Veggie Pearl Couscous with Chive Vinaigrette
Base:
-
2 cups cooked pearl couscous
-
Kale (any variety you like)
Vegetables:
-
2 small sweet potatoes, chopped into 1-2” cubes
-
1 red onion, sliced into large pieces
-
1 cup broccoli, cut into bite-sized pieces
-
2 tbsp olive oil
-
1 tsp smoked paprika
-
1 tsp garlic powder
-
1 tsp kosher salt
-
½ black pepper
Crispy chickpeas:
-
1 15-oz can chickpeas, drained and rinsed
-
1 tbsp olive oil
-
1 tsp kosher salt
-
½ tsp garlic powder
-
½ tsp onion powder
-
¼ tsp cayenne powder
Dressing:
-
¾ cup olive oil
-
1 clove garlic
-
⅓ cup fresh chives
-
1 tbsp dijon mustard
-
2 tbsp red wine vinegar
-
½ tsp salt
-
Pinch of black pepper
Additional optional toppings:
-
Avocado
-
Cubed cheese (such as cheddar or manchego)
-
Chopped roasted nuts
-
Preheat oven to 425°F
-
Toss the sweet potatoes, broccoli, and onion with the olive oil, smoked paprika, garlic powder, salt, and pepper.
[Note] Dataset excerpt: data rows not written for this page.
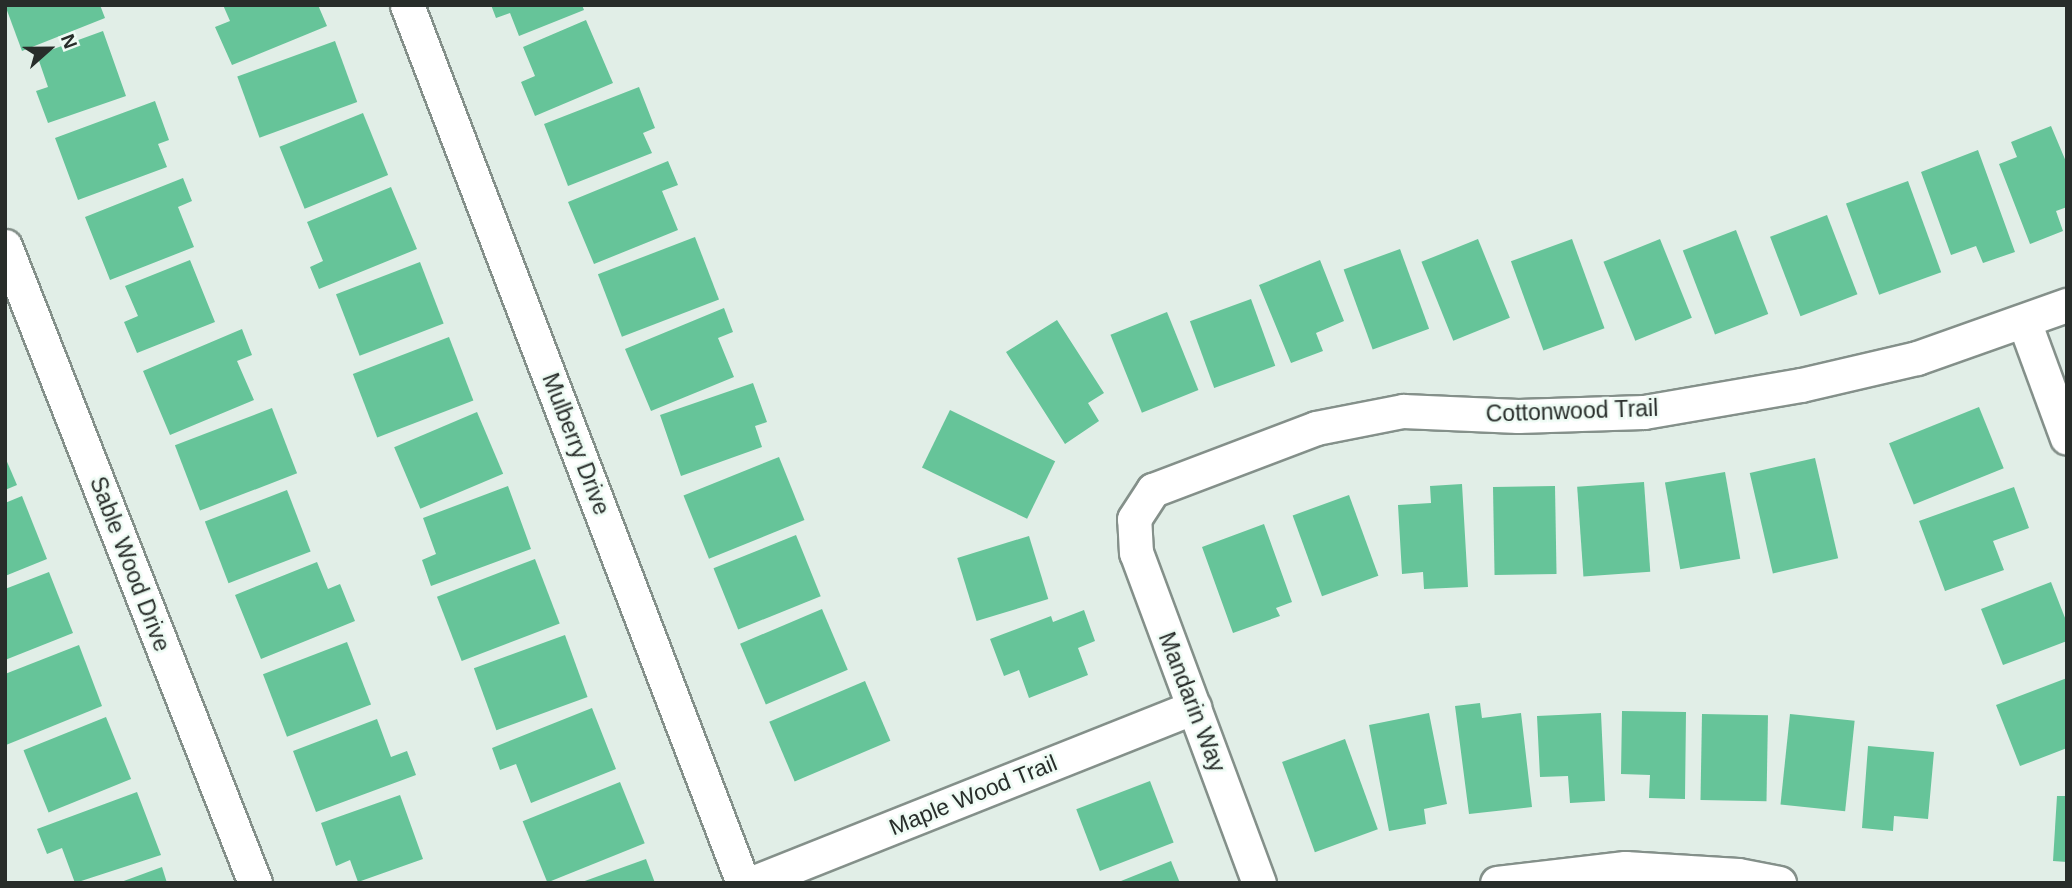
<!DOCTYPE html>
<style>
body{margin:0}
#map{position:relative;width:2072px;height:888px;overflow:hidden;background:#e1eee7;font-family:Arial,sans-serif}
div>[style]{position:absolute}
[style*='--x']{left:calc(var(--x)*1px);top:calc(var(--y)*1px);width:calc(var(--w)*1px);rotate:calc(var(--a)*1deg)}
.building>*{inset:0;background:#66c499;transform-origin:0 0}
.roads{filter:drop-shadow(2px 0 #84908a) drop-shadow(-2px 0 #84908a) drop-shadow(0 2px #84908a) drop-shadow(0 -2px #84908a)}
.street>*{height:33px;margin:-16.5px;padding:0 16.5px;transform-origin:16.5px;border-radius:16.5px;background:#fff}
span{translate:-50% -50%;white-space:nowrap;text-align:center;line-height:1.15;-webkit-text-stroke:5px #eefbf4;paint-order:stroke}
.street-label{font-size:23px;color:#282d2a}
.frame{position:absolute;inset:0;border:7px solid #282d2a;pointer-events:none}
.north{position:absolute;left:14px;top:14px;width:70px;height:70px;-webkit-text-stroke:5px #eefbf4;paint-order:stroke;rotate:69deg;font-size:19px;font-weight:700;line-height:28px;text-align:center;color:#282d2a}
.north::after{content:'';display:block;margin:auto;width:24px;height:32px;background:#282d2a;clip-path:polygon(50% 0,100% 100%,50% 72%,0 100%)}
</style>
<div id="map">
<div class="building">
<i style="clip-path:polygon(5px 5px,100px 5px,105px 18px,22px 51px)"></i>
<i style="clip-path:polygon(223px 5px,318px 5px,327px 26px,232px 65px,215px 27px,230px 21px)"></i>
<i style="clip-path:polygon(491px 5px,582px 5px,584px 10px,519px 36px,510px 13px,496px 18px)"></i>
<i style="clip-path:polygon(586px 20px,613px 83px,535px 116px,521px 82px,535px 76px,523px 47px)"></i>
<i style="clip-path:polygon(103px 31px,126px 96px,48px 123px,36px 91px,48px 87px,37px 55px)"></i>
<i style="left:335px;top:41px;width:65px;height:104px;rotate:70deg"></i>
<i style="clip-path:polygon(639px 87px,655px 128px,643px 133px,652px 153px,568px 186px,544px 124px)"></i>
<i style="clip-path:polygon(155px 101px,169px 140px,158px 144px,167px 167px,78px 200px,55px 138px)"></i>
<i style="left:363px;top:113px;width:67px;height:90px;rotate:68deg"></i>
<i style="clip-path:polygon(2051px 126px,2067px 164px,2067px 207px,2056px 211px,2063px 231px,2030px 244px,1999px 164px,2017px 157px,2011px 142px)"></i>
<i style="clip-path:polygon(1978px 150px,2015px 252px,1983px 263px,1976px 246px,1951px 255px,1921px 172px)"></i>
<i style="clip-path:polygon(668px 161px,678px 185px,662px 191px,678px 230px,594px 264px,568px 202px)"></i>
<i style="clip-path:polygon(183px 178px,192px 201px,178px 207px,194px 247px,110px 280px,85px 217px)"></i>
<i style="left:1908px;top:181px;width:97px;height:66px;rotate:70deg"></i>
<i style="clip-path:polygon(391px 187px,417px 249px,319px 289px,310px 267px,323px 261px,307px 222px)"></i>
<i style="left:1827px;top:215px;width:85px;height:61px;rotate:69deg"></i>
<i style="left:1736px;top:230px;width:90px;height:57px;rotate:69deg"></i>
<i style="left:695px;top:237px;width:67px;height:104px;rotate:69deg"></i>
<i style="left:1478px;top:239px;width:85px;height:61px;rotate:68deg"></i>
<i style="left:1572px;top:239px;width:95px;height:65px;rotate:70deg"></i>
<i style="left:1660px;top:239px;width:85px;height:61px;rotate:68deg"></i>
<i style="left:1400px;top:249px;width:85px;height:60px;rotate:70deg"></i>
<i style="clip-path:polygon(190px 260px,215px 322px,137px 353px,124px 322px,138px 316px,125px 286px)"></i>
<i style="clip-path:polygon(1320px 260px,1344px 321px,1316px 333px,1323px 351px,1291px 363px,1259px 285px)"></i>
<i style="left:420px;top:262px;width:66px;height:90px;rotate:69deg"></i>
<i style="left:1251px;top:299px;width:71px;height:65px;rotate:70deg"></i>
<i style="clip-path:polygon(724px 308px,733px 332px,718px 338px,734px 377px,651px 411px,625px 349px)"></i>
<i style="left:1167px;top:312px;width:84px;height:61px;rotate:68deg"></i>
<i style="clip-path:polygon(1057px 320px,1104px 393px,1088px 403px,1099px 421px,1065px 444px,1006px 352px)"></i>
<i style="clip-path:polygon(242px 329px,252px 355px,237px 361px,254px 400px,170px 435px,143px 371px)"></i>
<i style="left:449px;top:337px;width:68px;height:103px;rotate:69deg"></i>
<i style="clip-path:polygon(753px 383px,767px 422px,755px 426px,762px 447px,681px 476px,660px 415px)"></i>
<i style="left:1979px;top:407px;width:66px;height:97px;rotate:68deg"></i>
<i style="left:272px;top:408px;width:70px;height:104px;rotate:69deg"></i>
<i style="left:950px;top:410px;width:117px;height:64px;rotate:26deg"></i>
<i style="left:477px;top:412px;width:67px;height:90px;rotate:67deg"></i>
<i style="clip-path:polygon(5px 457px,17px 485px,5px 490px)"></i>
<i style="left:779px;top:457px;width:68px;height:103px;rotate:68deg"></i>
<i style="left:1815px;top:458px;width:103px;height:67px;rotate:77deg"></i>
<i style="left:1725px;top:472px;width:88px;height:61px;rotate:80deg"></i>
<i style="left:1644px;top:482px;width:90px;height:67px;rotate:86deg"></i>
<i style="clip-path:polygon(1462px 484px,1468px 587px,1424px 589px,1423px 572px,1402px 574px,1398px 505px,1431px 503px,1430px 486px)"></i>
<i style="clip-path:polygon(508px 486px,531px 549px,431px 586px,422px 560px,436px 554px,423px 518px)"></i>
<i style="left:1555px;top:486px;width:88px;height:62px;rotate:89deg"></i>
<i style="clip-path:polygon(2014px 487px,2029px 528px,1993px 541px,2004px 570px,1945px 591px,1919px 521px)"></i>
<i style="left:287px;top:490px;width:66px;height:88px;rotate:69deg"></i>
<i style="left:1349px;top:495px;width:86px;height:60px;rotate:70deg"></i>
<i style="clip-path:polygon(22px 496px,47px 559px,5px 576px,5px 503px)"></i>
<i style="clip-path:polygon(1264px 524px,1292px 602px,1276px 608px,1280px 616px,1233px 633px,1202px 547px)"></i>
<i style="left:796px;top:535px;width:66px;height:89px;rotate:68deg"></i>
<i style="left:1029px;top:536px;width:66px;height:75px;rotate:73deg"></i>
<i style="left:535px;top:559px;width:69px;height:105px;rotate:69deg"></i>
<i style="clip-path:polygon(317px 562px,328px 589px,340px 584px,355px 621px,261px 659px,235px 595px)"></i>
<i style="clip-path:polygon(49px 572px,73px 633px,5px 660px,5px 589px)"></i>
<i style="clip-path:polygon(2051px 582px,2067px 623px,2067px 641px,2003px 665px,1981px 609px)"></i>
<i style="left:822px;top:609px;width:66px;height:89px;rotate:67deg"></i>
<i style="clip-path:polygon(1084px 610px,1095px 641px,1078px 648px,1088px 675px,1029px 698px,1019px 670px,1004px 676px,990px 639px,1051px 616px,1053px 622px)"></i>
<i style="left:565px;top:635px;width:66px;height:97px;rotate:70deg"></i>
<i style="left:347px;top:642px;width:67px;height:90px;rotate:69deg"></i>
<i style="clip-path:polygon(79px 645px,102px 706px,6px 745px,5px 674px)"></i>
<i style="clip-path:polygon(2067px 678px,2067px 748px,2020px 766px,1996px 705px)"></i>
<i style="left:865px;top:681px;width:65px;height:104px;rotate:67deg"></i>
<i style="clip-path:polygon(1480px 703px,1482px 718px,1521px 713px,1532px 807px,1469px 814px,1455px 706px)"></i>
<i style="clip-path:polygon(592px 708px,616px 769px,531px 803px,516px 764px,500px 770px,492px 748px)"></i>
<i style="clip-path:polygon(1622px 711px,1686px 712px,1685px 799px,1649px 798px,1650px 775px,1621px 774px)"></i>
<i style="clip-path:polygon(1429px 713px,1447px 804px,1424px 809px,1426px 824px,1389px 831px,1369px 725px)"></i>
<i style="clip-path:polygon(1601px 713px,1605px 801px,1570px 803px,1568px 776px,1540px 777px,1537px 716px)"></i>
<i style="left:1702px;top:714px;width:66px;height:86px;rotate:1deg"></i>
<i style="left:1790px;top:714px;width:65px;height:91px;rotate:6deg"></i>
<i style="left:106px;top:717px;width:67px;height:89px;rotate:68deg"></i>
<i style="clip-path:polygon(377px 719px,391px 757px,407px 751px,416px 775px,316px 812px,293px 751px)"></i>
<i style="left:1345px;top:739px;width:96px;height:67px;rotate:70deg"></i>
<i style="clip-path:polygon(1868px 746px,1934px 752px,1928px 819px,1894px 816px,1893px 831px,1862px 828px)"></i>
<i style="left:1150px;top:781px;width:66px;height:79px;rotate:69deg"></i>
<i style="left:620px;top:782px;width:66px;height:105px;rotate:68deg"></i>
<i style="clip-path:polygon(137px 792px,161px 855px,75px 883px,62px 848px,47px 854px,37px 829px)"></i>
<i style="clip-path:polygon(400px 795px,423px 859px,358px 882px,350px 860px,336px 866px,321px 823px)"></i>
<i style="clip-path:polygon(2057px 796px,2067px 796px,2067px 862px,2053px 861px)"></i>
<i style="clip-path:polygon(646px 859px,655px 883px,582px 883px,582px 882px)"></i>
<i style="clip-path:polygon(1171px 861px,1180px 883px,1116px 883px)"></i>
<i style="clip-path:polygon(162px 867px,167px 883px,121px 883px,121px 882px)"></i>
</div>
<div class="roads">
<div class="street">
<i style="--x:407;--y:5;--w:940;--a:69.06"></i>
<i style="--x:5;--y:246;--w:684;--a:68.57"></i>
<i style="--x:2025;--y:324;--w:121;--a:69.8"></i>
<i style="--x:752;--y:883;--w:476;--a:-21.7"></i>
<i style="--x:1259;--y:883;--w:352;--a:-110.4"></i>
<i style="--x:1136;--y:553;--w:34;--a:-93"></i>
<i style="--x:1134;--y:519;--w:35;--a:-57"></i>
<i style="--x:1153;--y:490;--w:174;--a:-20.8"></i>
<i style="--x:1316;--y:428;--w:89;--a:-11.1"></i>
<i style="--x:1403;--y:411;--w:115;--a:2.5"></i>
<i style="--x:1518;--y:416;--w:126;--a:-1.8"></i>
<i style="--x:1644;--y:412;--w:159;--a:-9.8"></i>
<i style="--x:1801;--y:385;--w:119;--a:-13.1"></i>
<i style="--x:1917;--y:358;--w:159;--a:-19.5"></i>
<i style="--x:1497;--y:883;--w:129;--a:-6.7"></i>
<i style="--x:1625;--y:868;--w:113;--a:3.5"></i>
<i style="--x:1738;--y:875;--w:42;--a:11"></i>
</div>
</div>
<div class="street-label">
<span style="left:1572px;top:411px;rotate:-2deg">Cottonwood Trail</span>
<span style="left:576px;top:444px;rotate:69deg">Mulberry Drive</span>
<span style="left:130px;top:564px;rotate:69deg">Sable Wood Drive</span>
<span style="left:1192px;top:702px;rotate:69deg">Mandarin Way</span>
<span style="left:973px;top:795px;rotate:-22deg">Maple Wood Trail</span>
</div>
<div class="frame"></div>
<div class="north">N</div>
</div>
Spread in a single layer on a large parchment lined baking sheet and roast for 25 minutes until tender.
-
Toss the chickpeas with the olive oil, salt, garlic powder, onion powder, and cayenne powder. Spread evenly on a small parchment paper lined baking sheet and roast alongside the vegetables for 25 minutes.
-
If you haven’t already cooked your couscous, do so now according to package instructions.
-
While the veggies and chickpeas are roasting, chop the kale and massage it using your hands with a drizzle of olive oil and pinch of salt.
-
Add all of the dressing ingredients to a high-powered blender or food processor and blend until smooth.
-
To assemble: evenly distribute the various bowl ingredients into two bowls and top generously with the chive dressing and preferred additional toppings.